• mezunlarının çoğunun sap danışmanı ya da analist olarak çalıştığı bölüm. ancak öylesine bir kariyeriniz olur ki telaffuz etmekte zorlanırsınız.
    -nerden mezunsun
    +enformatik
    - o ne öyle bir bölüm mü var
    +evet marmara üniversitesinde
    -şimdi napıyosun
    -sap danışmanıyım
    +o ne
    -bir erp programı
    +o ne
    işte daha böyle gider
  • marmara üniversitesi almanca enformatik mezunları, gözlemlediğim kadarıyla, blok halinde daimler, mercedes, itelligence vb. firmalarda sap danışmanı olarak çalışmaktadırlar. türkiye'de bilgi teknolojileri alanında yetkinliği olup da iyi derecede almanca bilen kaynak bulmada sıkıntı olduğundan, bu bölümden mezun kişiler bu bağlamda avantajlıdır.
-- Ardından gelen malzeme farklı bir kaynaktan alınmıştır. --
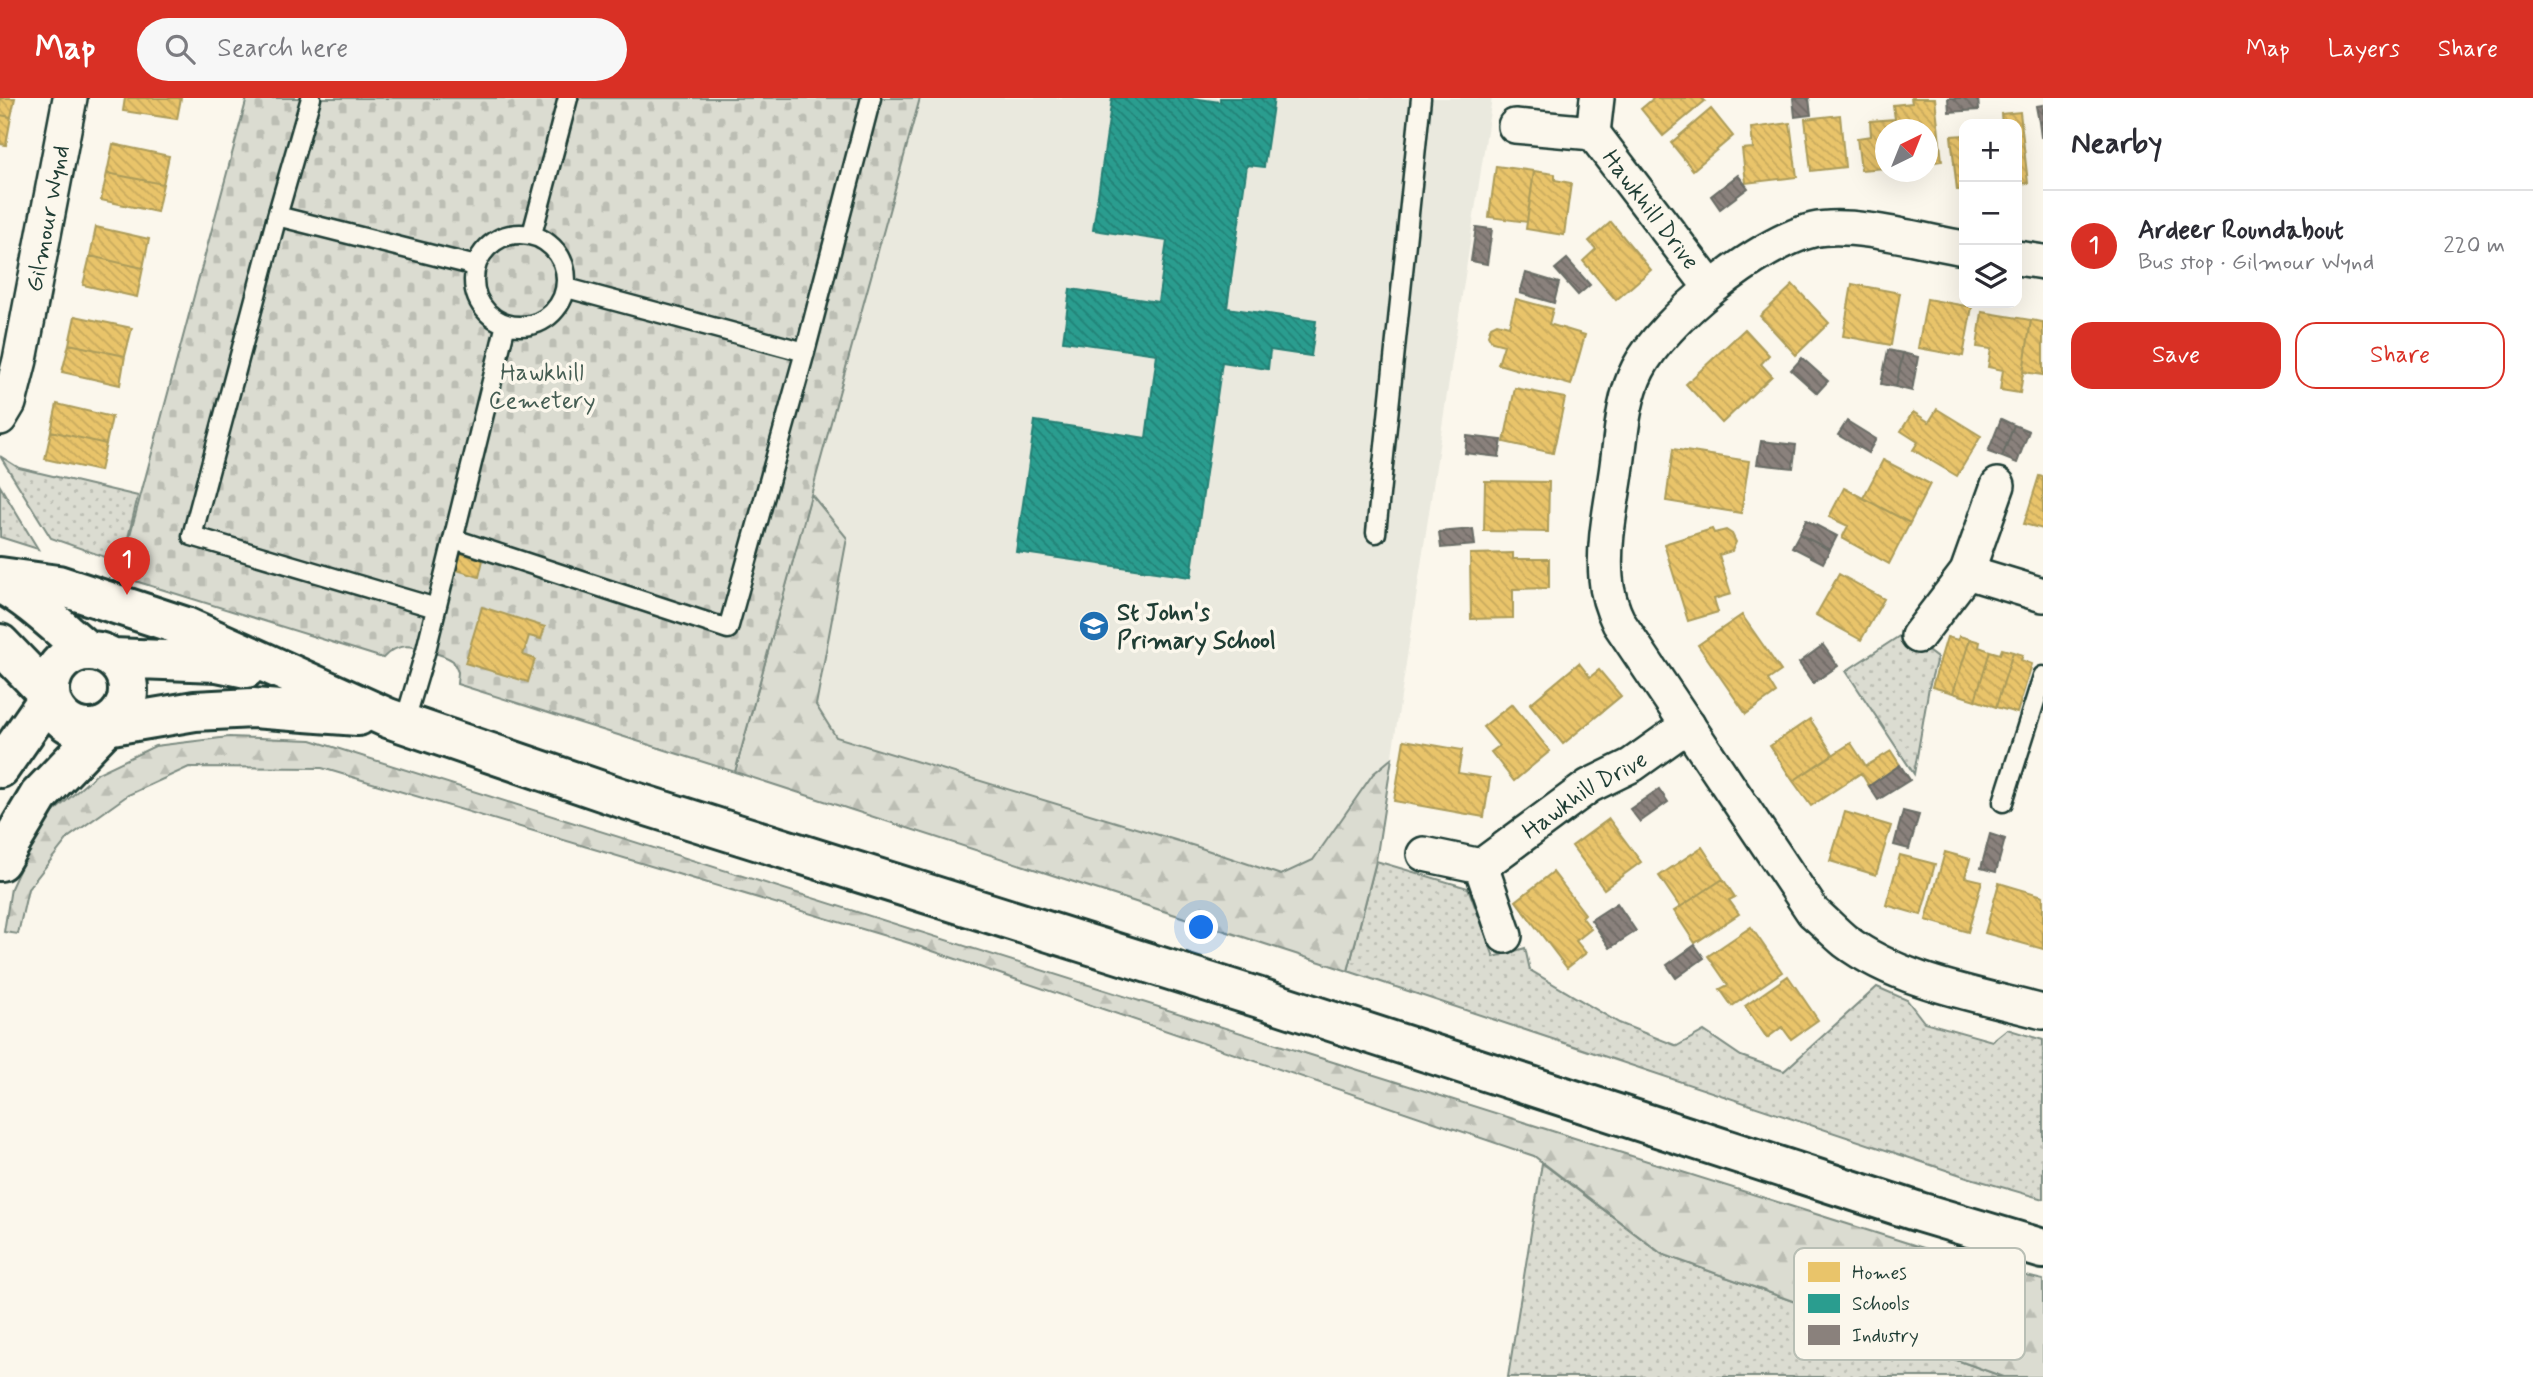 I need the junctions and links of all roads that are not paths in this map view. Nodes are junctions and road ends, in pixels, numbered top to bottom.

  • şu anda 1.sınıfta olduğum büyük hayellerle girdiğim bölüm.
    genelde tercih edip okula gelenler önce "ben nasıl bir yere düştüm,nasıl bir kampüs burası böyle?" derler sonra zamanla anadoluhisarı ve çengelköydeki mekanlar keşfedilerek bu sorun aşılır.
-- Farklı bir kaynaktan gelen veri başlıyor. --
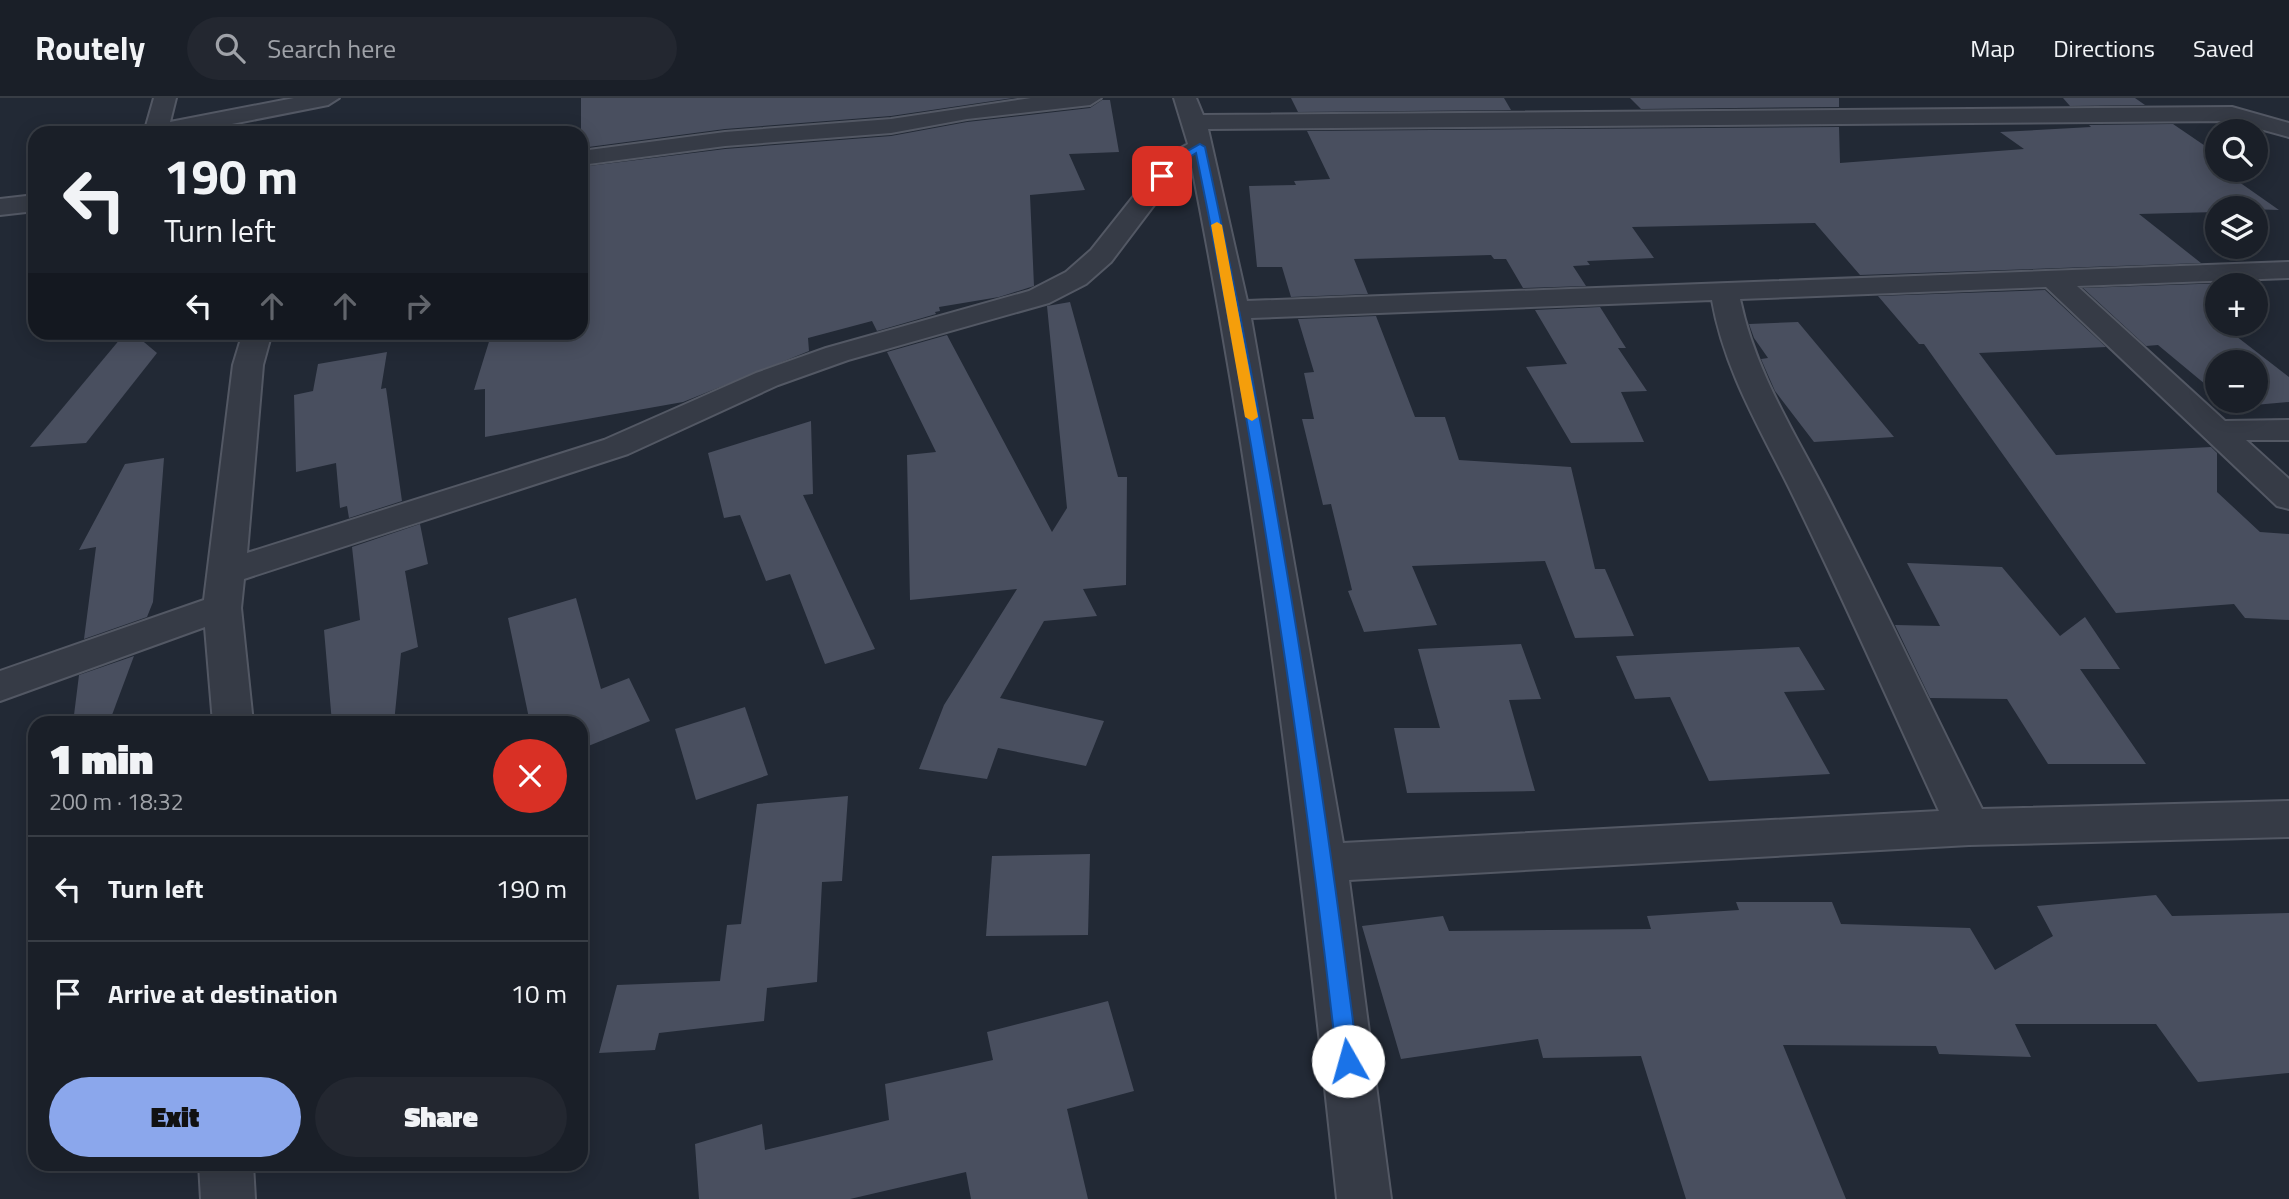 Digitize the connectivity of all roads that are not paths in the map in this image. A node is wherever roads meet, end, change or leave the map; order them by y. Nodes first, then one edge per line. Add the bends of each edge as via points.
1 (165, 98) edge
2 (328, 98) edge
3 (1090, 98) edge
4 (1537, 98) edge
5 (1868, 98) edge
6 (2208, 98) edge
7 (2232, 114) junction
8 (1891, 116) junction
9 (1556, 119) junction
10 (1193, 122) edge
11 (158, 126) edge
12 (190, 126) edge
13 (2289, 130) edge
14 (588, 157) edge
15 (28, 204) edge
16 (0, 207) edge
17 (2289, 270) edge
18 (2054, 280) junction
19 (1724, 291) junction
20 (1235, 310) junction
21 (256, 340) edge
22 (2289, 430) edge
23 (2219, 432) junction
24 (2289, 498) edge
25 (224, 590) junction
26 (0, 686) edge
27 (233, 716) edge
28 (2289, 819) edge
29 (1969, 827) junction
30 (1323, 886) junction
31 (226, 1171) edge
32 (228, 1199) edge
33 (1364, 1199) edge

1 - 11 street
2 - 12 street
3 - 14 street via 891,126 725,139
4 - 9 street
5 - 8 street
6 - 7 street
7 - 8 street
7 - 13 street
8 - 9 street
9 - 10 street
10 - 20 street
10 - 25 street via 1173,163 1101,256 1076,278 1039,297 836,354 766,379 616,447
15 - 16 street
17 - 18 street
18 - 19 street
18 - 23 street
19 - 20 street
19 - 29 street via 1728,320 1756,396 1814,503
20 - 30 street
21 - 25 street via 248,365
22 - 23 street
23 - 24 street
25 - 26 street via 126,639
25 - 27 street
28 - 29 street
29 - 30 street
30 - 33 street
31 - 32 street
    ilk bir kaç ders sırasında hocanın ne söylediğini anlamadan her kelimeyi not almaya çalışanlar yeniden öss'ye girmeyi gözden geçirir sonra kalmakta karar kılarlar.vize zamanı abwl-1 gibi kolay gelen bir dersten neden birçok kişinin kaldığı anlaşılır.sorun dersin zorluğunda değil yazdıklarınızı beğenmeyen hocalarınızdadır.nedenlerini sorduğunuzda kendi cümlelerinizi kullanın derler.kendi cümlelerinizi kullandığınızda ise aldığınız cevap yetersiz almancanızdan dolayı tanımları eksik ve hatalı yapıyorsunuzdur.
    ikinci döneminde bu durumlara alıştığınızdan dolayı okul günleri biraz daha rahat geçer.
    bölümde okurken tek teselliniz diğer işletme öğrencilerinden farklı olarak almanca okumanızın ve bölümünüzün alman destekli olmasının size bir yarar sağlayacağını umut etmenizdir.
    ne varki mezunlarımız okulu ilginç bir şekilde övmekte ve durumlarından memnun olmaktadırlar.darısı başımıza:)
  • kore,marketing,controlling,bilanço,muhasebe vs gibi dersleri ikinci hatta üçüncü defa alttan alan bir sürü insan olmasına rağmen öğrencilerin çoğu 4 yılda bölümden mezun olabilmektedir.
    sanırım bu paradoksu mezun olduktan sonra bile çözemeyeceğim:)
  • bir zamanlarki bölüm başkanının özenle üstüne basa basa işletme enfomatiği olarak adlandırdığı bu bölümde okuyan öğrencilerin, austausch* programı vasıtasıyla almanyanın lüneburg, avusturyanın linz şehirlerindeki üniversitelere gidip resmi olarak bir dönem okuma şansları vardır. bu olay şimdilik erasmus değil kardeş üniversite kapsamı altında gerçekleşir. bu programa katılan öğrencilerden akıllı olanları linze gider ve orda da wirtschaftsinformatik bölümünde okuyacağı için yeterli sayıda ders verip geri döner. bi sonraki sene kaçırdıklarıyla beraber 18 ders almak zorunda kalmaz. lüneburg üniversitesine giden serseriler ise orda bwl öğrencisi payesi alır ve info derslerinden sadece geyik olanlarını, ya da işletme derslerinden almanyada verse bile anadoluhisarındaki hocalar tarafından sayılmama ihtimali olan bir kaç muhasebemsi dersi alabilrler.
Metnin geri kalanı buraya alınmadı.